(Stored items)
===============
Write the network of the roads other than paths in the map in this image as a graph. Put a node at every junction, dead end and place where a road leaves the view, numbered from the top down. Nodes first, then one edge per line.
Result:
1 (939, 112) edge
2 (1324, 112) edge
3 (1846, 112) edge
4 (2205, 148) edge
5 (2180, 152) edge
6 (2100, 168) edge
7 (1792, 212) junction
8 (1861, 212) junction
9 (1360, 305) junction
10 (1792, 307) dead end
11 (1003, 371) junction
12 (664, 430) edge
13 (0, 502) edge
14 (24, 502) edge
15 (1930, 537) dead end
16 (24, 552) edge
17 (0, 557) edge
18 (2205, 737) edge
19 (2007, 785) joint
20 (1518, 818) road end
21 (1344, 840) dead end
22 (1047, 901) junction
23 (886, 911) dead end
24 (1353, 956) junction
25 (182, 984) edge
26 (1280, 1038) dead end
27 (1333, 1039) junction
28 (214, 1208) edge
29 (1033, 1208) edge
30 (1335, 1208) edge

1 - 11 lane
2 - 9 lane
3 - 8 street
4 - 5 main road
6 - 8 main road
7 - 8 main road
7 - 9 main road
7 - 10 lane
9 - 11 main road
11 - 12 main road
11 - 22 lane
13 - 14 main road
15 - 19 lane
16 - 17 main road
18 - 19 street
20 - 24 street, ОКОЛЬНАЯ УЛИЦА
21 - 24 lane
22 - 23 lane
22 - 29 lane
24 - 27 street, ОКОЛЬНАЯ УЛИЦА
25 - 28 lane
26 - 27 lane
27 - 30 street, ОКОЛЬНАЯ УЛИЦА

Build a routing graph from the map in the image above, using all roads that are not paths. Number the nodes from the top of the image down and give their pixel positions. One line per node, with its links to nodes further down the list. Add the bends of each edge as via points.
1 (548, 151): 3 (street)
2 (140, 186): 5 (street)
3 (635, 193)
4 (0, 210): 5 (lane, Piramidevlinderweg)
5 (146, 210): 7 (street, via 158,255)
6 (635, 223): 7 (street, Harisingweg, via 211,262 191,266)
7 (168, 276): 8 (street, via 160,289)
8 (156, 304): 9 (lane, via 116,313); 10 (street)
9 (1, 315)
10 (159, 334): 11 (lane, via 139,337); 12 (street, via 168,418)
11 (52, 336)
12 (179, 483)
===============
- **WHAT YOU SHOULD DO**
The whole set of records needs to be written out exactly.

- **WRITTEN ANSWER**
Write the network of the roads other than paths in the map in this image as a graph. Put a node at every junction, dead end and place where a road leaves the view, numbered from the top down. Nodes first, then one edge per line.
Result:
1 (939, 112) edge
2 (1324, 112) edge
3 (1846, 112) edge
4 (2205, 148) edge
5 (2180, 152) edge
6 (2100, 168) edge
7 (1792, 212) junction
8 (1861, 212) junction
9 (1360, 305) junction
10 (1792, 307) dead end
11 (1003, 371) junction
12 (664, 430) edge
13 (0, 502) edge
14 (24, 502) edge
15 (1930, 537) dead end
16 (24, 552) edge
17 (0, 557) edge
18 (2205, 737) edge
19 (2007, 785) joint
20 (1518, 818) road end
21 (1344, 840) dead end
22 (1047, 901) junction
23 (886, 911) dead end
24 (1353, 956) junction
25 (182, 984) edge
26 (1280, 1038) dead end
27 (1333, 1039) junction
28 (214, 1208) edge
29 (1033, 1208) edge
30 (1335, 1208) edge

1 - 11 lane
2 - 9 lane
3 - 8 street
4 - 5 main road
6 - 8 main road
7 - 8 main road
7 - 9 main road
7 - 10 lane
9 - 11 main road
11 - 12 main road
11 - 22 lane
13 - 14 main road
15 - 19 lane
16 - 17 main road
18 - 19 street
20 - 24 street, ОКОЛЬНАЯ УЛИЦА
21 - 24 lane
22 - 23 lane
22 - 29 lane
24 - 27 street, ОКОЛЬНАЯ УЛИЦА
25 - 28 lane
26 - 27 lane
27 - 30 street, ОКОЛЬНАЯ УЛИЦА

Build a routing graph from the map in the image above, using all roads that are not paths. Number the nodes from the top of the image down and give their pixel positions. One line per node, with its links to nodes further down the list. Add the bends of each edge as via points.
1 (548, 151): 3 (street)
2 (140, 186): 5 (street)
3 (635, 193)
4 (0, 210): 5 (lane, Piramidevlinderweg)
5 (146, 210): 7 (street, via 158,255)
6 (635, 223): 7 (street, Harisingweg, via 211,262 191,266)
7 (168, 276): 8 (street, via 160,289)
8 (156, 304): 9 (lane, via 116,313); 10 (street)
9 (1, 315)
10 (159, 334): 11 (lane, via 139,337); 12 (street, via 168,418)
11 (52, 336)
12 (179, 483)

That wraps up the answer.